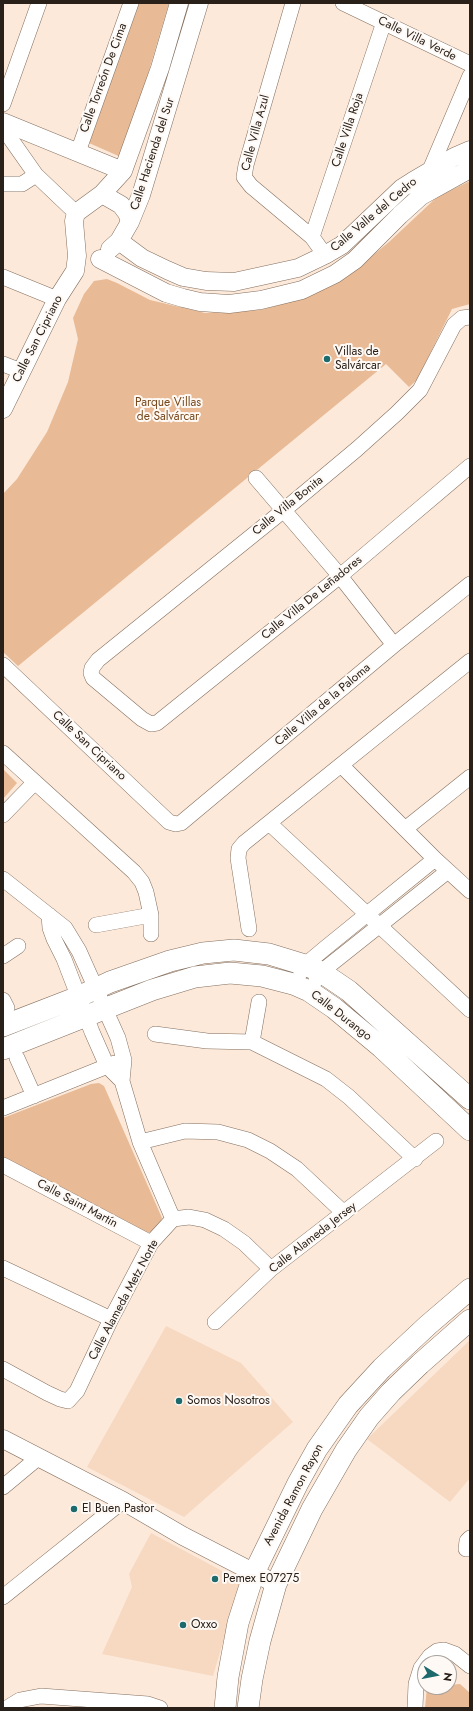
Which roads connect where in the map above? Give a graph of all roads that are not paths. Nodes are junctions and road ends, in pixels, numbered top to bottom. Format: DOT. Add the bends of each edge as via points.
━━━━━━━━━━━━━━━━━━━━━━━━━━━━━━
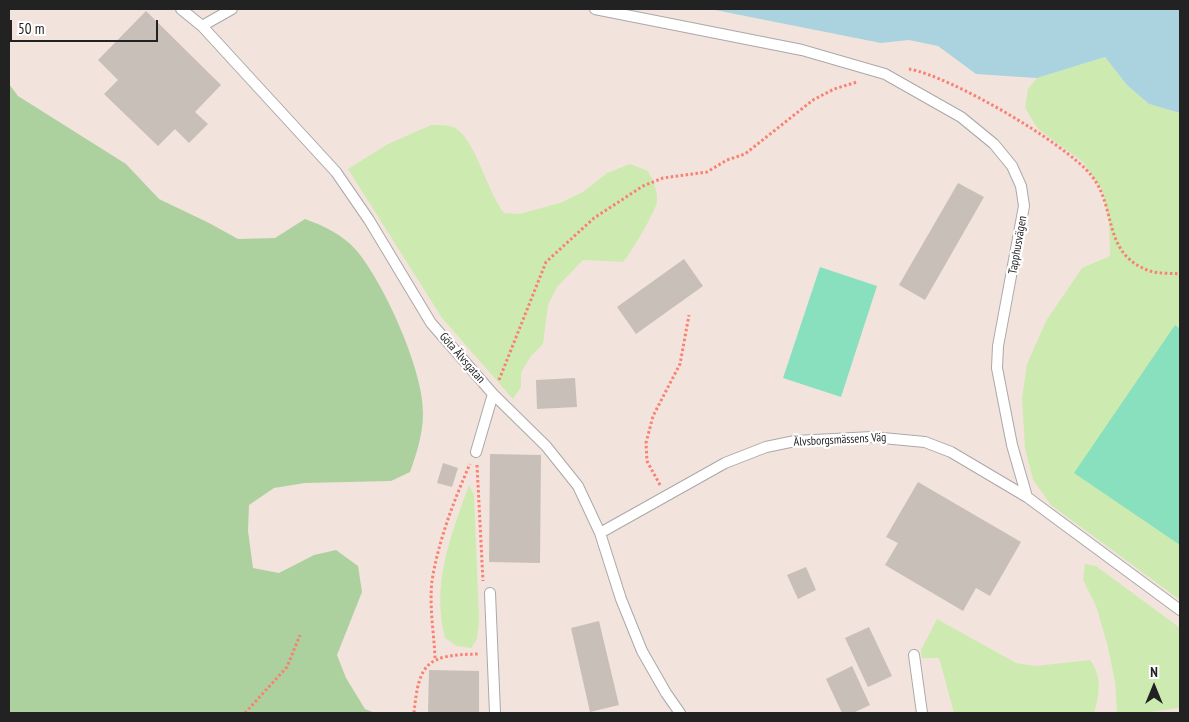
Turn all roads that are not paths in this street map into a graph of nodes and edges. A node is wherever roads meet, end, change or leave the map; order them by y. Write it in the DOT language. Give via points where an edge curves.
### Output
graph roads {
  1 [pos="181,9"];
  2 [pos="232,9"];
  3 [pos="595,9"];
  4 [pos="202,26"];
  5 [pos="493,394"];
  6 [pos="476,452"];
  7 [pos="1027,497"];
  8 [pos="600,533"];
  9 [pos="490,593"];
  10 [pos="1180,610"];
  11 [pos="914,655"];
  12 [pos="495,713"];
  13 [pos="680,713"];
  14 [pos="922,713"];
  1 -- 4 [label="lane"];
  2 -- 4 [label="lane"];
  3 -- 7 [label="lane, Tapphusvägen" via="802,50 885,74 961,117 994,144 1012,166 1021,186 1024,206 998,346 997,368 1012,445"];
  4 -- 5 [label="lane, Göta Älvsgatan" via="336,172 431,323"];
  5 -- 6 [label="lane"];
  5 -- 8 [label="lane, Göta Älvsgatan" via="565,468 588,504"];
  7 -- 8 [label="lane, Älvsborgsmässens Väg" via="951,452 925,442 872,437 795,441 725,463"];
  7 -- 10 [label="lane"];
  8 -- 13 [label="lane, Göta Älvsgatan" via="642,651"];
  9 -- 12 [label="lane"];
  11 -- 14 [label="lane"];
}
━━━━━━━━━━━━━━━━━━━━━━━━━━━━━━
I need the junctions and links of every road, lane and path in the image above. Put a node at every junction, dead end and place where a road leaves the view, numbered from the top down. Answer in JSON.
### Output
━━━━━━━━━━━━━━━━━━━━━━━━━━━━━━
• WHAT YOU ARE ASKED TO DO:
Find each line holding the string "that" in the listing above, then copy it.

• TASK SOLUTION:
Which roads connect where in the map above? Give a graph of all roads that are not paths. Nodes are junctions and road ends, in pixels, numbered top to bottom. Format: DOT. Add the bends of each edge as via points.
Turn all roads that are not paths in this street map into a graph of nodes and edges. A node is wherever roads meet, end, change or leave the map; order them by y. Write it in the DOT language. Give via points where an edge curves.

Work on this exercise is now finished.